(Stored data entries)
========
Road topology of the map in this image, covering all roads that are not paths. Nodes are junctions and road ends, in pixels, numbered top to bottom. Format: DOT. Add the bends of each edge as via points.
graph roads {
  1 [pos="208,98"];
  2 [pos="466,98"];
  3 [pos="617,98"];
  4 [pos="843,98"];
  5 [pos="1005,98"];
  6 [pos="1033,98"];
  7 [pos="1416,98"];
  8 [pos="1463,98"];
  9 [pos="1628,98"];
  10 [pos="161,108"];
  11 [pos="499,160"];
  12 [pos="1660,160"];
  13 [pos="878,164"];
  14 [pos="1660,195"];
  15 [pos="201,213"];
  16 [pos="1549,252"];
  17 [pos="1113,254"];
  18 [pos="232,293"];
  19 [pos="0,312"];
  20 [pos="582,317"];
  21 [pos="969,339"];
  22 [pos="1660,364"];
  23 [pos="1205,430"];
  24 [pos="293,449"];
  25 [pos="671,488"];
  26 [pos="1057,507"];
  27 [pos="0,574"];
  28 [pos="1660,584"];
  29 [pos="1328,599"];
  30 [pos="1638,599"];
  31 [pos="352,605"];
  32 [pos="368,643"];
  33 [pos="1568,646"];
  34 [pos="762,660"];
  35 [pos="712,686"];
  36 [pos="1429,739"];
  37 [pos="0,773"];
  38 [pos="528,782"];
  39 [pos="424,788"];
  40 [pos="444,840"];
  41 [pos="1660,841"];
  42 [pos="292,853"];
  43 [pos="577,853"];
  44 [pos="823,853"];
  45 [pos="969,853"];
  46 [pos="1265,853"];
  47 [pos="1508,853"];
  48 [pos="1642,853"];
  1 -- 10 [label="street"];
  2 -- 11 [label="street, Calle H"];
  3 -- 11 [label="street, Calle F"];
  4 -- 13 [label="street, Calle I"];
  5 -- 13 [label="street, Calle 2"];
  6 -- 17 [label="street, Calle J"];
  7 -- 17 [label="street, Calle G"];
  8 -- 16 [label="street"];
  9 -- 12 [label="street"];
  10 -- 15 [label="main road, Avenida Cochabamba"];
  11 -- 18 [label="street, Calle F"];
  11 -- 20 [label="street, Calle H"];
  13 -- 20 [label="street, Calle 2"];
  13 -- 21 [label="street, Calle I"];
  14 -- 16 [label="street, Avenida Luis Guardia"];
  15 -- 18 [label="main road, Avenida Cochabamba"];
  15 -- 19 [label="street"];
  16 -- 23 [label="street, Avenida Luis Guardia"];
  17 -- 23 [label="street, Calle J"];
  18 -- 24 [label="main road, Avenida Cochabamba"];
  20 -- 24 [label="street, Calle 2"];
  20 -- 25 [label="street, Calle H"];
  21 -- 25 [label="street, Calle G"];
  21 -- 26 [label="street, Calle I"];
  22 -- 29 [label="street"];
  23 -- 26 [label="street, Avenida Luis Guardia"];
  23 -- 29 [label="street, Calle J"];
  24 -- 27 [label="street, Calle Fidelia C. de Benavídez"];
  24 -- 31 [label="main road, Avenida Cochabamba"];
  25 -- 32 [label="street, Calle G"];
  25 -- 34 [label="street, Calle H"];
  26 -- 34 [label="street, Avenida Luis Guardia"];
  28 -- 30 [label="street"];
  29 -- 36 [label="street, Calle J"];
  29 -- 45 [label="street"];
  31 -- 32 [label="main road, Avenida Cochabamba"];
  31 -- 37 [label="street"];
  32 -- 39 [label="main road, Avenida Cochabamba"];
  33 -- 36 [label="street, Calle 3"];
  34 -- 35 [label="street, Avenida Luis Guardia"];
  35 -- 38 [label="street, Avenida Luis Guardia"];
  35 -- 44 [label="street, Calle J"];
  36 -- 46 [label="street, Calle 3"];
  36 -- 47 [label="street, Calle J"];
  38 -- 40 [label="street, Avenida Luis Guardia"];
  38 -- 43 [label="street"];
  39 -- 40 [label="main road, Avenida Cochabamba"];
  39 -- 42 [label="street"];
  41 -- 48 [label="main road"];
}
========
* **Task**: All of the entries above should be output exactly as they are.

* **Output of the task**:
Road topology of the map in this image, covering all roads that are not paths. Nodes are junctions and road ends, in pixels, numbered top to bottom. Format: DOT. Add the bends of each edge as via points.
graph roads {
  1 [pos="208,98"];
  2 [pos="466,98"];
  3 [pos="617,98"];
  4 [pos="843,98"];
  5 [pos="1005,98"];
  6 [pos="1033,98"];
  7 [pos="1416,98"];
  8 [pos="1463,98"];
  9 [pos="1628,98"];
  10 [pos="161,108"];
  11 [pos="499,160"];
  12 [pos="1660,160"];
  13 [pos="878,164"];
  14 [pos="1660,195"];
  15 [pos="201,213"];
  16 [pos="1549,252"];
  17 [pos="1113,254"];
  18 [pos="232,293"];
  19 [pos="0,312"];
  20 [pos="582,317"];
  21 [pos="969,339"];
  22 [pos="1660,364"];
  23 [pos="1205,430"];
  24 [pos="293,449"];
  25 [pos="671,488"];
  26 [pos="1057,507"];
  27 [pos="0,574"];
  28 [pos="1660,584"];
  29 [pos="1328,599"];
  30 [pos="1638,599"];
  31 [pos="352,605"];
  32 [pos="368,643"];
  33 [pos="1568,646"];
  34 [pos="762,660"];
  35 [pos="712,686"];
  36 [pos="1429,739"];
  37 [pos="0,773"];
  38 [pos="528,782"];
  39 [pos="424,788"];
  40 [pos="444,840"];
  41 [pos="1660,841"];
  42 [pos="292,853"];
  43 [pos="577,853"];
  44 [pos="823,853"];
  45 [pos="969,853"];
  46 [pos="1265,853"];
  47 [pos="1508,853"];
  48 [pos="1642,853"];
  1 -- 10 [label="street"];
  2 -- 11 [label="street, Calle H"];
  3 -- 11 [label="street, Calle F"];
  4 -- 13 [label="street, Calle I"];
  5 -- 13 [label="street, Calle 2"];
  6 -- 17 [label="street, Calle J"];
  7 -- 17 [label="street, Calle G"];
  8 -- 16 [label="street"];
  9 -- 12 [label="street"];
  10 -- 15 [label="main road, Avenida Cochabamba"];
  11 -- 18 [label="street, Calle F"];
  11 -- 20 [label="street, Calle H"];
  13 -- 20 [label="street, Calle 2"];
  13 -- 21 [label="street, Calle I"];
  14 -- 16 [label="street, Avenida Luis Guardia"];
  15 -- 18 [label="main road, Avenida Cochabamba"];
  15 -- 19 [label="street"];
  16 -- 23 [label="street, Avenida Luis Guardia"];
  17 -- 23 [label="street, Calle J"];
  18 -- 24 [label="main road, Avenida Cochabamba"];
  20 -- 24 [label="street, Calle 2"];
  20 -- 25 [label="street, Calle H"];
  21 -- 25 [label="street, Calle G"];
  21 -- 26 [label="street, Calle I"];
  22 -- 29 [label="street"];
  23 -- 26 [label="street, Avenida Luis Guardia"];
  23 -- 29 [label="street, Calle J"];
  24 -- 27 [label="street, Calle Fidelia C. de Benavídez"];
  24 -- 31 [label="main road, Avenida Cochabamba"];
  25 -- 32 [label="street, Calle G"];
  25 -- 34 [label="street, Calle H"];
  26 -- 34 [label="street, Avenida Luis Guardia"];
  28 -- 30 [label="street"];
  29 -- 36 [label="street, Calle J"];
  29 -- 45 [label="street"];
  31 -- 32 [label="main road, Avenida Cochabamba"];
  31 -- 37 [label="street"];
  32 -- 39 [label="main road, Avenida Cochabamba"];
  33 -- 36 [label="street, Calle 3"];
  34 -- 35 [label="street, Avenida Luis Guardia"];
  35 -- 38 [label="street, Avenida Luis Guardia"];
  35 -- 44 [label="street, Calle J"];
  36 -- 46 [label="street, Calle 3"];
  36 -- 47 [label="street, Calle J"];
  38 -- 40 [label="street, Avenida Luis Guardia"];
  38 -- 43 [label="street"];
  39 -- 40 [label="main road, Avenida Cochabamba"];
  39 -- 42 [label="street"];
  41 -- 48 [label="main road"];
}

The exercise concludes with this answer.